South Korean drug regulatory authorities granted a conditional approval to Johnson & Johnson COVID-19 vaccine last week. (Yonhap)
South Korean drug regulatory authorities granted a conditional approval to Johnson & Johnson COVID-19 vaccine last week. (Yonhap)


Further challenges are presaged for South Korea’s already lagging immunization program as another COVID-19 vaccine comes under scrutiny by an overseas regulator over rare, potentially fatal blood clots.

The US Food and Drug Administration on Tuesday recommended an immediate pause on the Johnson & Johnson vaccine after six recipients came down with a rare and severe type of blood clot in the brain. All six were women between the ages of 18 and 48. One has died and another is in critical condition.

The specific blood-clotting condition that struck the women is called cerebral venous sinus thrombosis -- which was also observed in a small number of those who received the AstraZeneca COVID-19 vaccine. Korea recently stopped AstraZeneca vaccinations in anyone under 30 years of age after a third report of this happening to a recipient.

Experts say Korea should expand the availability of other vaccines that are free of similar suspicions to keep the mass vaccination campaign up and running. As it happens, AstraZeneca and Johnson & Johnson shots make up the majority of the country’s supplies expected between now and July.

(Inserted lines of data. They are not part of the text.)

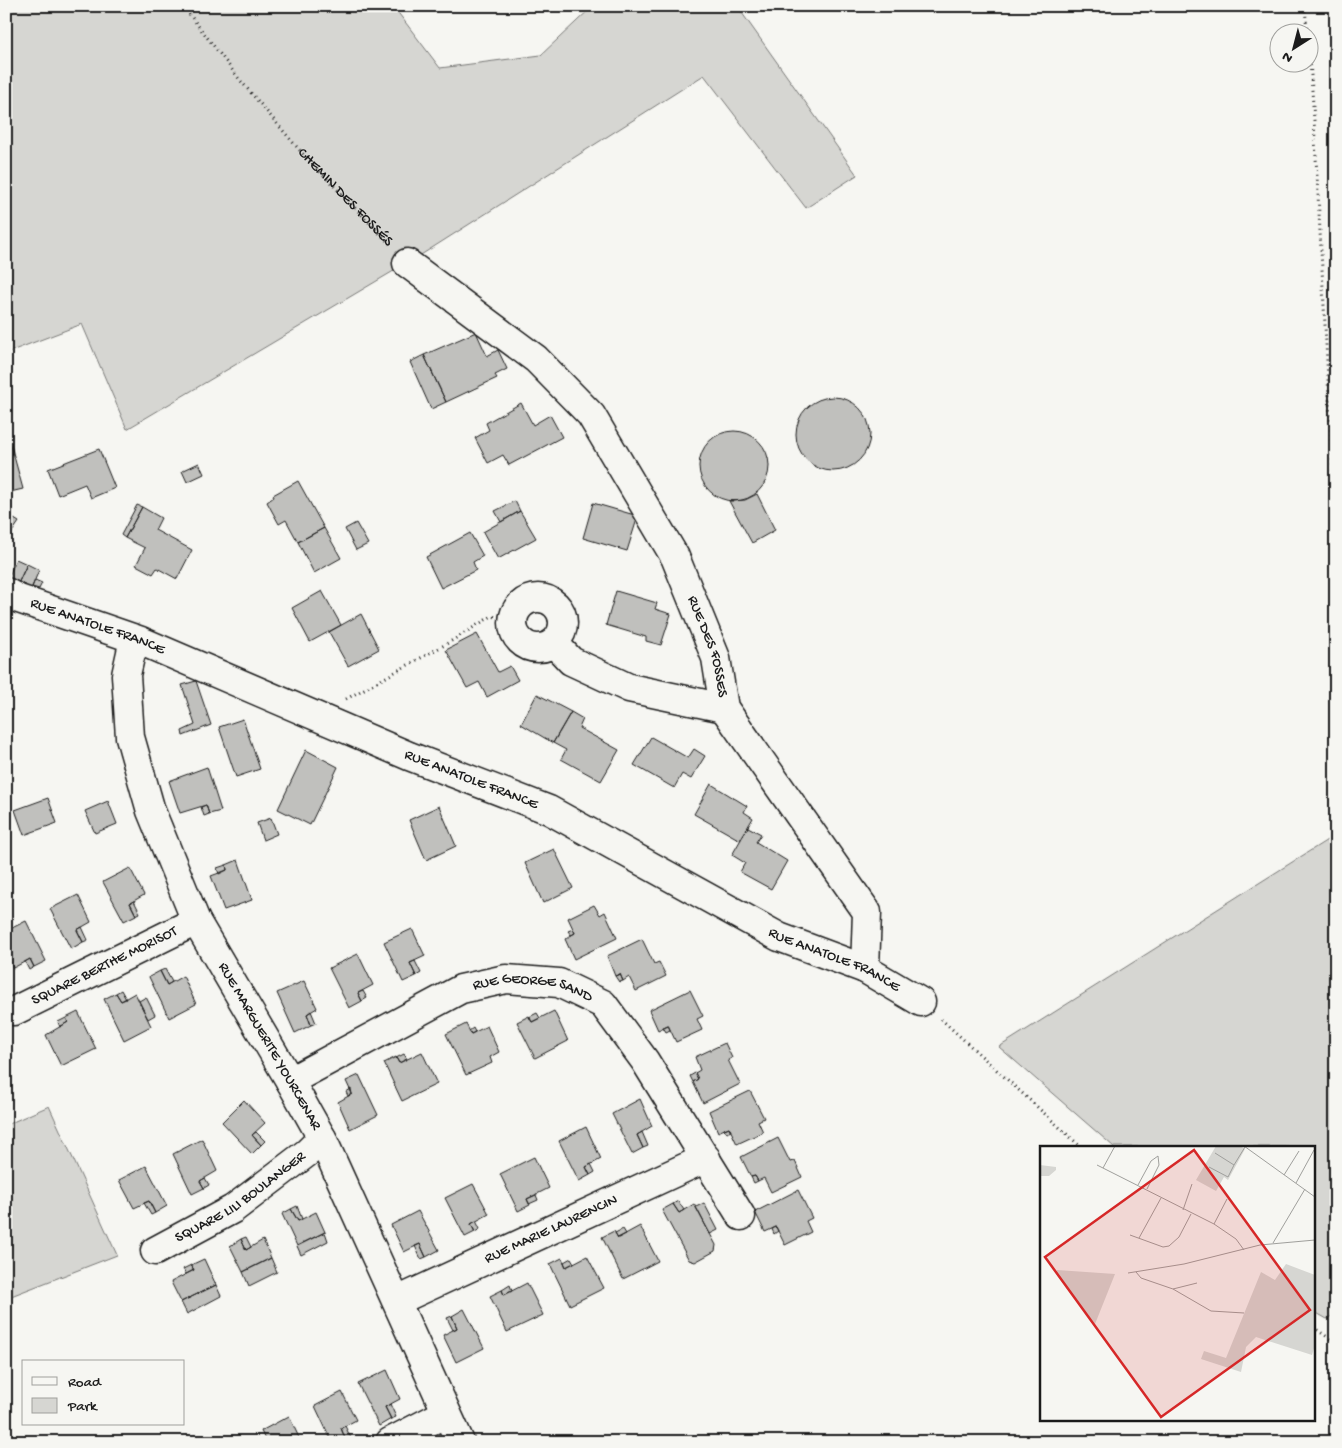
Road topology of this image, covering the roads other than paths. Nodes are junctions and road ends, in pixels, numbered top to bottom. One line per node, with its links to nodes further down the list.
1 (407, 263): 5 (street, RUE DES FOSSES)
2 (6, 592): 3 (street, RUE ANATOLE FRANCE)
3 (134, 639): 6 (street, RUE MARGUERITE YOURCENAR); 7 (street, RUE ANATOLE FRANCE)
4 (554, 643): 4 (street); 5 (street)
5 (724, 708): 7 (street, RUE DES FOSSES)
6 (196, 922): 9 (street, SQUARE BERTHE MORISOT); 10 (street, RUE MARGUERITE YOURCENAR)
7 (865, 969): 8 (street, RUE ANATOLE FRANCE)
8 (921, 1002)
9 (14, 1011)
10 (290, 1081): 11 (street, RUE MARGUERITE YOURCENAR); 12 (street, RUE GEORGE SAND)
11 (322, 1138): 14 (street, SQUARE LILI BOULANGER); 15 (street, RUE MARGUERITE YOURCENAR)
12 (706, 1158): 13 (street, RUE GEORGE SAND); 15 (street, RUE MARIE LAURENCIN)
13 (741, 1216)
14 (155, 1251)
15 (397, 1301): 16 (street, RUE MARGUERITE YOURCENAR)
16 (446, 1414): 17 (street); 18 (street, RUE MARGUERITE YOURCENAR)
17 (390, 1442)
18 (460, 1442)

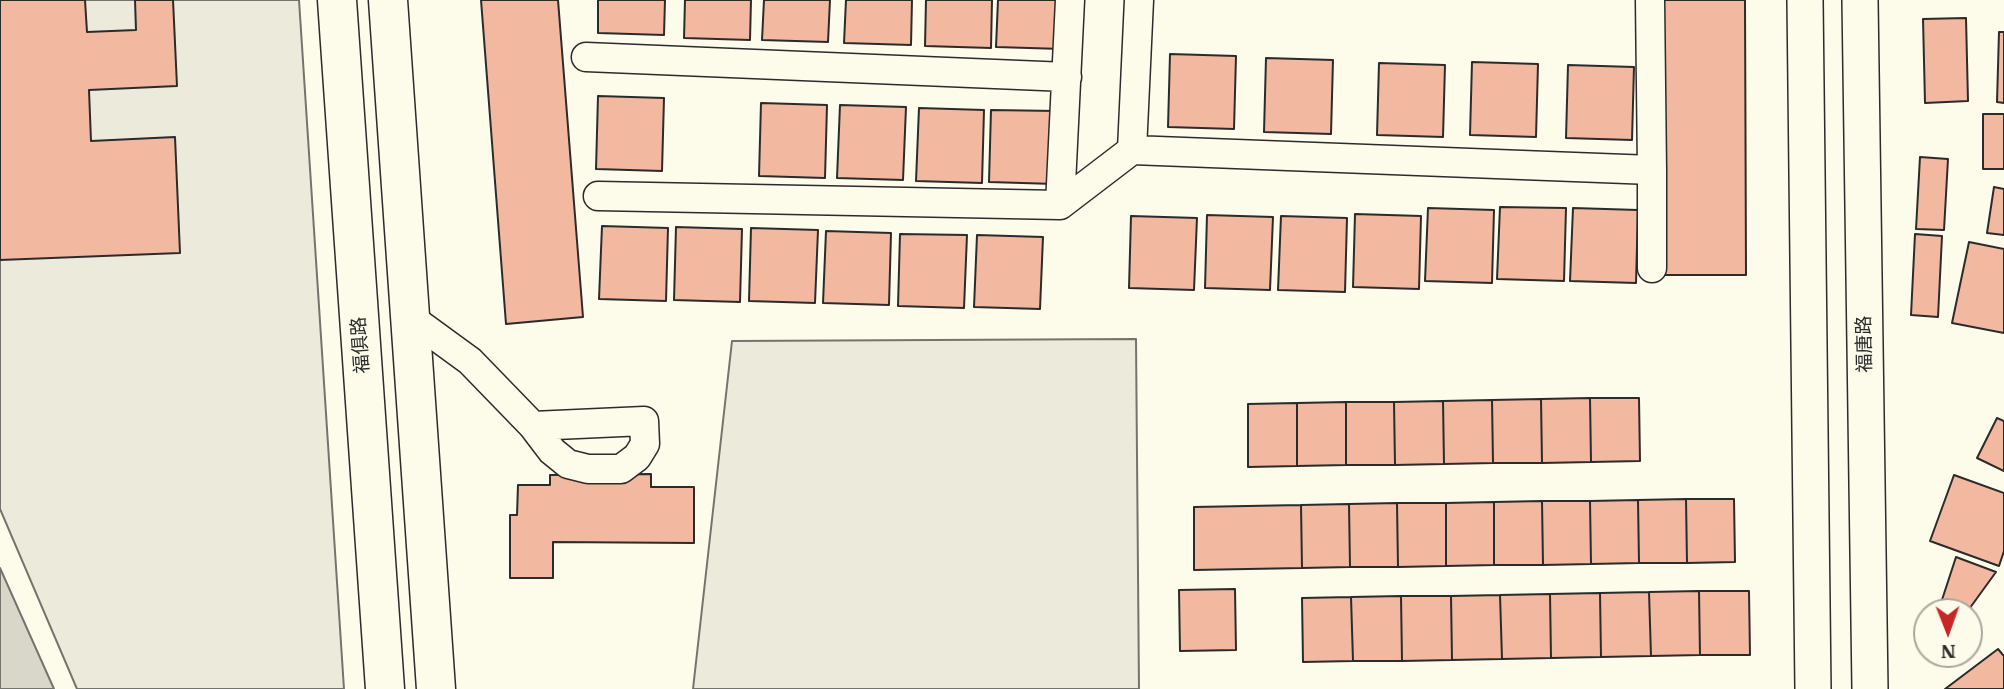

The delivery of 6 million doses of Johnson & Johnson’s vaccine, as well as 7 million more doses of AstraZeneca’s, is set to begin in phases over the next couple of months, according to the government announcement. Also coming over the same period are about 5 million doses of the Pfizer vaccine, which will be reserved for older people.

But if a similar age limit is imposed for the Johnson & Johnson vaccine, Korea will have more vaccine reserves that can’t be used in younger populations. Out of the more than 3.6 million doses of COVID-19 vaccines that Korea currently has in stock, nearly 60 percent are from AstraZeneca.

Infectious disease professor Dr. Kim Woo-joo of Korea University suggested boosting the introduction of other vaccines, such as those from Pfizer and Moderna, whose safety and effectiveness are increasingly substantiated by real-world evidence. There have been no similar red flags with Pfizer and Moderna shots, both of which are based on messenger RNA technology.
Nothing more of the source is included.